Konu, İGDAŞ'ın üç milyonuncu doğalgaz abonesine otomobil vermesiydi.
Şirket 1,5 milyonuncu abonesine 20 Cumhuriyet altını, iki milyonuncu abonesine de kombi hediye etmişti. Onlar iç sayfalarda ufak haber olarak görülürken, üç milyonuncu aboneye verilen hediyenin Çölaşan'ın köşesine girmesinin ve manşete taşınmasının sebebi neydi?
Talihli abonenin bir dönem Yeni Şafak'ta ve sonra Bugün'de çalışmış olması. (Çölaşan'ın yazdığı gibi Zaman'da çalışmışlığı yok.)
"Tamamen tesadüf" denilerek güya alaya alan bir ifadeyle verilmesi, Hürriyet'e çok yakıştı.
Manşetin yanında "Özel Haber" logosu yer alıyordu Hürriyet'in ilk sayfasında.
Özel haber nedir, Ertuğrul Özkök'ün önsözünü yazdığı "Hürriyet Gazeteciliği" adlı kitaba bakalım.
"Özel haber, adından da anlaşılacağı gibi, muhabirin kişisel çabalarıyla bulup gün ışığına çıkardığı haberdir.
Gazetelerin iç işleyişi bakımından özel haber aslında bir ekip işidir.
Gazete sayfalarına yansıyan herhangi bir özel haber, sadece altında imzası olan muhabirin değil, bütün ara kademelerin de paylaştığı bir sorumluluğun ürünüdür.
Muhabirin ihmal etmemesi ve giderek gündelik iş akışının temeli haline getirmesi gereken motivasyonlardan en önde geleni, çalıştığı gazete başta olmak üzere, diğer gazetelerdeki haberleri de dikkatle takip etmek olmalıdır."
Görülüyor ki bu gösterişli ifadeler olması gerekenleri söylüyor; olanı değil.
Çünkü gerçek farklı.
29 Aralık 2005'te üç milyonuncu abone tespit edilmiş... Kısa süre sonra aboneye durum bildirilmiş... Haftalar sonra tören düzenlenmiş... Törenin haberi gazetelerin çoğunda rutin haber olarak fotoğrafıyla beraber yayımlanmış... Aradan aylar geçmiş...
Aylar sonra Hürriyet uyanmış ve "özel haber" şeklinde manşete taşımış.
Bir gazetede çıkan haberi aylar sonra manşete taşımak, küçük kasaba gazetelerinde bile ayıp karşılanır.
Meslek ilkeleri açısından bayat haberdir çünkü.
Gazeteciliğin "kitabını yazan" Hürriyet mensuplarının böyle bir durumun farkında olmaması imkân dâhilinde değil.
O halde bunun altında başka sebepler aranmalı.
Ne olduğu yakında ortaya çıkar.
18 milyarlık araba için bu kadar gürültü çıkarılmaz çünkü.
Daha büyük hesaplara dayalı bir iş söz konusu değilse, ben bu kalemi bırakır, başka kalemle yazmaya başlarım.
Bu arada Hürriyet'in 20 Cumhuriyet altını verilen Hayri Sağlam ile kombi hediye edilen iki milyonuncu abone Ali Güdü'nün de hangi siyasi görüşe mensup oldukları, hangi partiye oy verdiklerini araştırması gerekir.
Ben de İGDAŞ'a telefon ederek teessüflerimi bildirdim.
"Kardeşim" dedim, "madem bir araba hediye edeceksiniz, niye Mehmet Köşker'i seçiyorsunuz!

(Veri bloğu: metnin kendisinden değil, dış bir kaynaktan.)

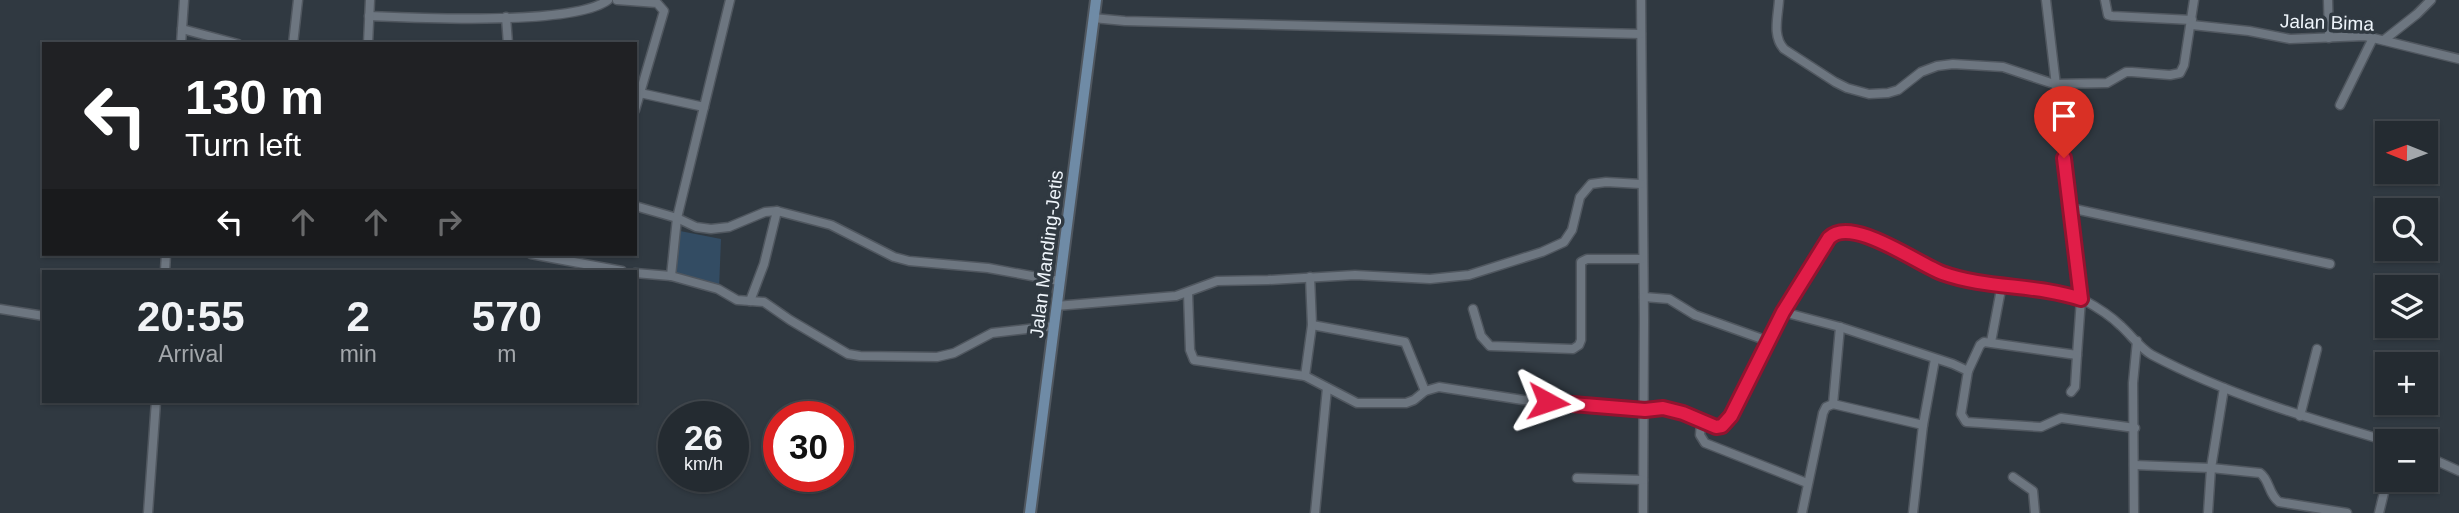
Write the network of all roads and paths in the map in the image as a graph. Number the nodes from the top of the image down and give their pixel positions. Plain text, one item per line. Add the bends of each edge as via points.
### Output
1 (184, 0) edge
2 (298, 0) edge
3 (370, 0) edge
4 (608, 0) edge
5 (617, 0) edge
6 (730, 0) edge
7 (1096, 0) edge
8 (1641, 0) edge
9 (1779, 0) edge
10 (2046, 0) edge
11 (2105, 0) edge
12 (2194, 0) edge
13 (2328, 0) edge
14 (2431, 0) edge
15 (369, 16) junction
16 (506, 17) junction
17 (1093, 18) junction
18 (2192, 23) junction
19 (182, 29) junction
20 (1641, 34) junction
21 (2329, 38) junction
22 (2373, 38) junction
23 (2384, 40) junction
24 (181, 42) edge
25 (231, 42) edge
26 (293, 42) edge
27 (368, 42) edge
28 (508, 42) edge
29 (2459, 59) edge
30 (2054, 84) junction
31 (638, 93) edge
32 (2340, 105) dead end
33 (704, 107) junction
34 (1641, 184) junction
35 (637, 207) edge
36 (2070, 208) junction
37 (777, 211) junction
38 (677, 218) junction
39 (542, 256) edge
40 (1642, 259) junction
41 (2330, 264) dead end
42 (617, 270) edge
43 (637, 272) edge
44 (671, 276) junction
45 (1310, 276) junction
46 (1059, 281) junction
47 (2002, 284) junction
48 (1188, 293) junction
49 (1644, 297) junction
50 (2081, 299) junction
51 (750, 301) junction
52 (1056, 306) junction
53 (0, 309) edge
54 (1473, 309) dead end
55 (1783, 312) junction
56 (42, 316) edge
57 (1312, 325) junction
58 (1054, 326) junction
59 (1840, 327) junction
60 (1768, 341) junction
61 (2137, 341) junction
62 (1991, 342) junction
63 (2317, 349) dead end
64 (2077, 355) junction
65 (1935, 359) junction
66 (1968, 371) junction
67 (1304, 376) junction
68 (1327, 388) junction
69 (2224, 388) junction
70 (1426, 391) junction
71 (2071, 392) dead end
72 (156, 403) edge
73 (1833, 404) junction
74 (1645, 409) junction
75 (2300, 416) junction
76 (1701, 422) junction
77 (1923, 425) junction
78 (2134, 428) junction
79 (2375, 438) edge
80 (2438, 461) edge
81 (2134, 465) junction
82 (2211, 468) junction
83 (2459, 471) edge
84 (2013, 477) dead end
85 (1577, 478) dead end
86 (1643, 480) junction
87 (1807, 483) junction
88 (2384, 492) edge
89 (148, 513) edge
90 (1030, 513) edge
91 (1315, 513) edge
92 (1643, 513) edge
93 (1802, 513) edge
94 (1913, 513) edge
95 (2035, 513) edge
96 (2134, 513) edge
97 (2208, 513) edge
98 (2347, 513) edge
99 (2379, 513) edge

1 - 19 street
2 - 26 street
3 - 15 street
4 - 16 street via 592,9
5 - 31 street via 657,2 664,11
6 - 33 street
7 - 17 main road, Jalan Manding-Jetis
8 - 20 street
9 - 30 street via 1776,34 1780,45 1835,82 1859,92 1898,90 1921,72 1952,64 2003,67
10 - 30 street
11 - 18 street, Jalan Bima via 2108,15
12 - 18 street
13 - 21 street
14 - 23 street
15 - 16 street
15 - 27 street
16 - 28 street
17 - 20 street
17 - 46 main road, Jalan Manding-Jetis
18 - 21 street, Jalan Bima via 2290,39
18 - 30 street via 2180,73 2126,72 2107,83
19 - 24 street
19 - 25 street
20 - 34 street
21 - 22 street, Jalan Bima
22 - 23 street, Jalan Bima
22 - 32 street
23 - 29 street, Jalan Bima
30 - 36 street
31 - 33 street
33 - 38 street
34 - 40 street
34 - 45 street via 1591,184 1580,197 1572,230 1564,242 1469,275 1430,279
35 - 38 street
36 - 41 street
36 - 50 street
37 - 38 street via 724,228 696,227
37 - 46 street via 839,228 902,259
37 - 51 street
38 - 44 street
39 - 42 street
40 - 49 street
40 - 54 street via 1581,262 1581,340 1573,349 1490,346 1481,336
43 - 44 street
44 - 51 street
45 - 48 street via 1217,281
45 - 57 street
46 - 52 main road, Jalan Manding-Jetis
47 - 50 street
47 - 55 street via 1942,273 1897,249 1838,231 1829,238
47 - 62 street
48 - 52 street
48 - 67 street via 1194,360
49 - 60 street via 1670,299 1704,319
49 - 74 street
50 - 61 street
50 - 64 street
51 - 58 street via 769,304 848,354 860,356 937,357 992,333
52 - 58 main road, Jalan Manding-Jetis
53 - 56 street
55 - 59 street
55 - 60 street
57 - 67 street
57 - 70 street via 1405,342
58 - 90 main road, Jalan Manding-Jetis
59 - 65 street
59 - 73 street
60 - 76 street via 1727,422 1719,427
61 - 69 street via 2148,354
61 - 78 street
62 - 64 street
62 - 66 street via 1980,345
63 - 75 street
64 - 71 street
65 - 66 street
65 - 77 street
66 - 78 street via 1961,414 1966,422 2041,427 2062,418
67 - 68 street
68 - 70 street via 1365,404 1406,403
68 - 91 street
69 - 75 street
69 - 82 street
70 - 74 street via 1446,387 1524,400
72 - 89 street
73 - 77 street
73 - 87 street via 1824,409
74 - 76 street via 1674,410
74 - 86 street
75 - 79 street
76 - 87 street via 1705,443
77 - 94 street
78 - 81 street
80 - 83 street
81 - 82 street
81 - 96 street
82 - 97 street
82 - 98 street via 2260,473 2280,502
84 - 95 street via 2034,491
85 - 86 street
86 - 92 street
87 - 93 street
88 - 99 street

Adam bizde bir süre çalıştı, ayrıldı. Ben kuruluşundan beri bu gazetedeyim. Verecekseniz bana verin."
İGDAŞ yetkilileri de üzüldüler tabii. "Merak etmeyin, abone sayısı yükseldikçe hediyenin değeri artıyor. Dört milyonuncu abone sırası gelince bir ayarlama yapar ve size bir daire hediye ederiz" dediler. Hürriyet'in bir sene sonra ne manşet atacağını şimdiden biliyor olmanın keyfi bana bir hafta yeter.